Each line of the material that includes the string "screen" counts once; report the total and nothing further.

━━ Exercise inputs

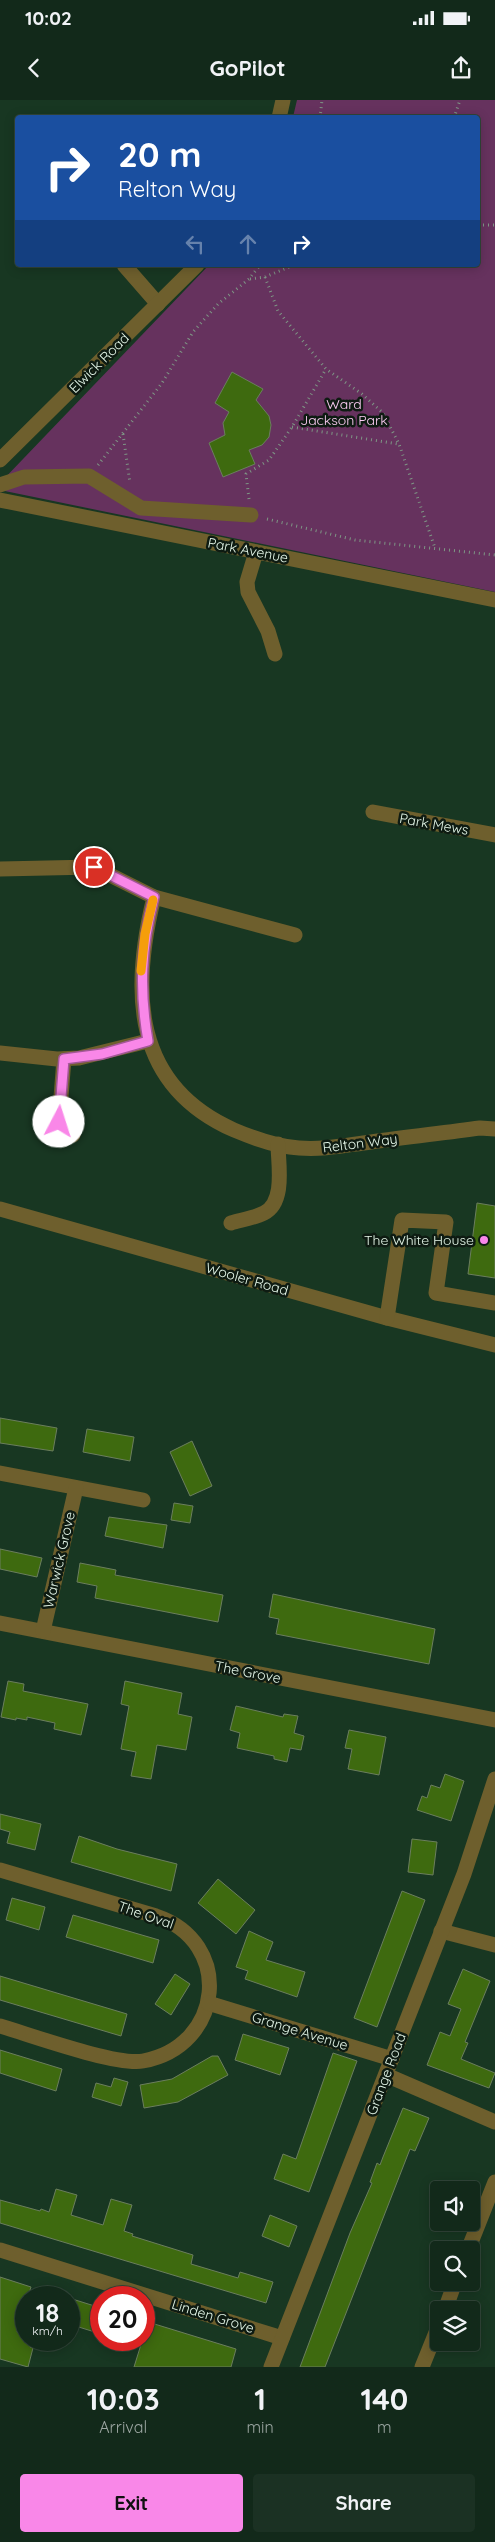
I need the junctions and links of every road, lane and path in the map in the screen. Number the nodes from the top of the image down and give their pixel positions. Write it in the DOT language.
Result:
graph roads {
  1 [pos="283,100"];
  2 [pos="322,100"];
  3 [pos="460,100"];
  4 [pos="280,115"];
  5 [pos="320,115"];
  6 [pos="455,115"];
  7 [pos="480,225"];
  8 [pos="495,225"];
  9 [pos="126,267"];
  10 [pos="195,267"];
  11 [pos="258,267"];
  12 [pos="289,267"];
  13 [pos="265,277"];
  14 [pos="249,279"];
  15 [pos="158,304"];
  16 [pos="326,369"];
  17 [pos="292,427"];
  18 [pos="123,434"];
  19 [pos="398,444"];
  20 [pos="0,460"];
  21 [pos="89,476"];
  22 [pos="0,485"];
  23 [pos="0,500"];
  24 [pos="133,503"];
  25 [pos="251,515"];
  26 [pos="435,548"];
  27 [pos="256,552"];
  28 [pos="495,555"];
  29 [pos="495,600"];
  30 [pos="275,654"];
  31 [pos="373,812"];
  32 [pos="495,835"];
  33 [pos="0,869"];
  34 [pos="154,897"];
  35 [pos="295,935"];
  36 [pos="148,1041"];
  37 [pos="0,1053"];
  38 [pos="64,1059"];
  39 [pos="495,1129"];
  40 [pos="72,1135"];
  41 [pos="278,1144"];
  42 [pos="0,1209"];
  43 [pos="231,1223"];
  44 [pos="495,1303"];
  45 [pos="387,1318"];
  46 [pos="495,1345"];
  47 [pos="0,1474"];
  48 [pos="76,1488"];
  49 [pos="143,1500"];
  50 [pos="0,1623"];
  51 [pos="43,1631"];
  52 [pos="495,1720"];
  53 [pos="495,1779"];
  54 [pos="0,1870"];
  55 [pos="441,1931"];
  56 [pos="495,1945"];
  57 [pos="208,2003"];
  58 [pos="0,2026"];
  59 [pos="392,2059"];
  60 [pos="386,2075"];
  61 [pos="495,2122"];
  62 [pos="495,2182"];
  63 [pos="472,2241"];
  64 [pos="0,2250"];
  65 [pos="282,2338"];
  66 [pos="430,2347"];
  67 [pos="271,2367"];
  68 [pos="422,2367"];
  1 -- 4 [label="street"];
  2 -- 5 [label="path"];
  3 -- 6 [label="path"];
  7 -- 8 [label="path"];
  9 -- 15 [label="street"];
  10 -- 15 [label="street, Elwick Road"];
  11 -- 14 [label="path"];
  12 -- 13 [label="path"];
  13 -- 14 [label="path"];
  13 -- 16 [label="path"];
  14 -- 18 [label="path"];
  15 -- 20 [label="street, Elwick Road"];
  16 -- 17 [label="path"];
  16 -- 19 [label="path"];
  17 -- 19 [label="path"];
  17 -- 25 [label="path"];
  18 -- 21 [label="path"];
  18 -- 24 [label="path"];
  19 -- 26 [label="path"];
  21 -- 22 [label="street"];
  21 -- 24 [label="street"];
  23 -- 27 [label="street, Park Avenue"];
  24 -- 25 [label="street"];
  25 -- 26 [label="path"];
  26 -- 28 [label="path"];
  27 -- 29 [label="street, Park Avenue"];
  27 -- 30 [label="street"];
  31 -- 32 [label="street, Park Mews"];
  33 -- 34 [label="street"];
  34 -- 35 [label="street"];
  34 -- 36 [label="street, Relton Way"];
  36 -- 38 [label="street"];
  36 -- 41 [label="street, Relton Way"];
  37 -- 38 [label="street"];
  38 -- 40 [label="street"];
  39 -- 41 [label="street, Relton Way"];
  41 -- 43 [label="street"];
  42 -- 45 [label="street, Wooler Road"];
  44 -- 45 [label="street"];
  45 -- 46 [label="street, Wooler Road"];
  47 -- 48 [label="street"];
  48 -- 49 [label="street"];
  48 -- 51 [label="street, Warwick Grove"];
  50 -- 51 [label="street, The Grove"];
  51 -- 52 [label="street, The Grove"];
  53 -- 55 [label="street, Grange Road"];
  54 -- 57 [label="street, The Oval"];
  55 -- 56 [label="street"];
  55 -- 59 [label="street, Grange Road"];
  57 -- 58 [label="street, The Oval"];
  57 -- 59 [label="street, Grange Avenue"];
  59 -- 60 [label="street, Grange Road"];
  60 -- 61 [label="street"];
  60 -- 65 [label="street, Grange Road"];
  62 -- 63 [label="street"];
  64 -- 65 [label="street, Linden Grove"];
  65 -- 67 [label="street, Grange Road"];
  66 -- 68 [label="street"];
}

━━━━
━━ Exercise inputs

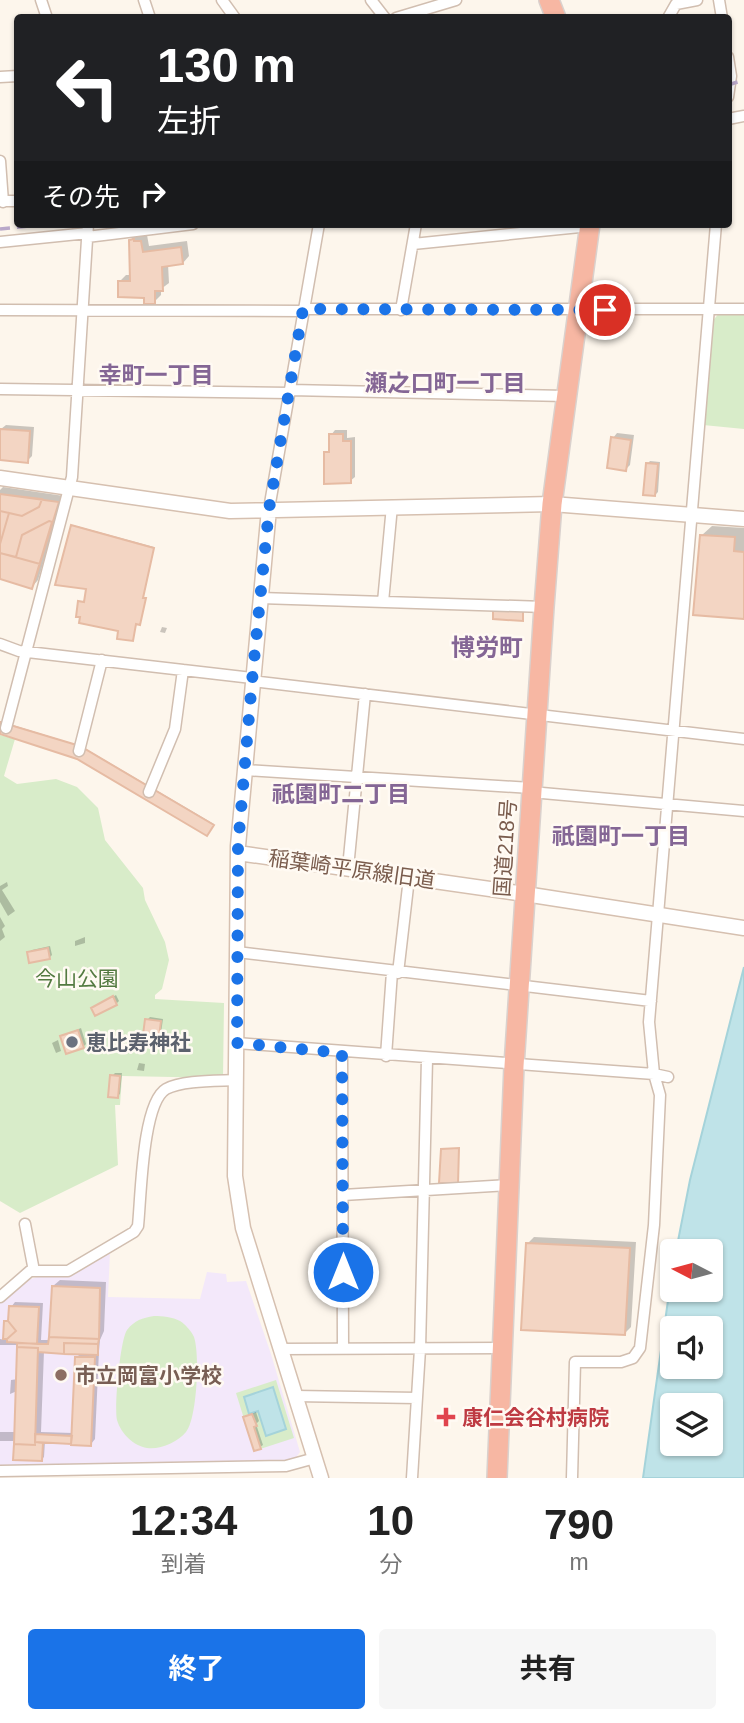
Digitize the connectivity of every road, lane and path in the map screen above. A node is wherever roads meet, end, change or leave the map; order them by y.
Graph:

━━━━

→ **Solution**
2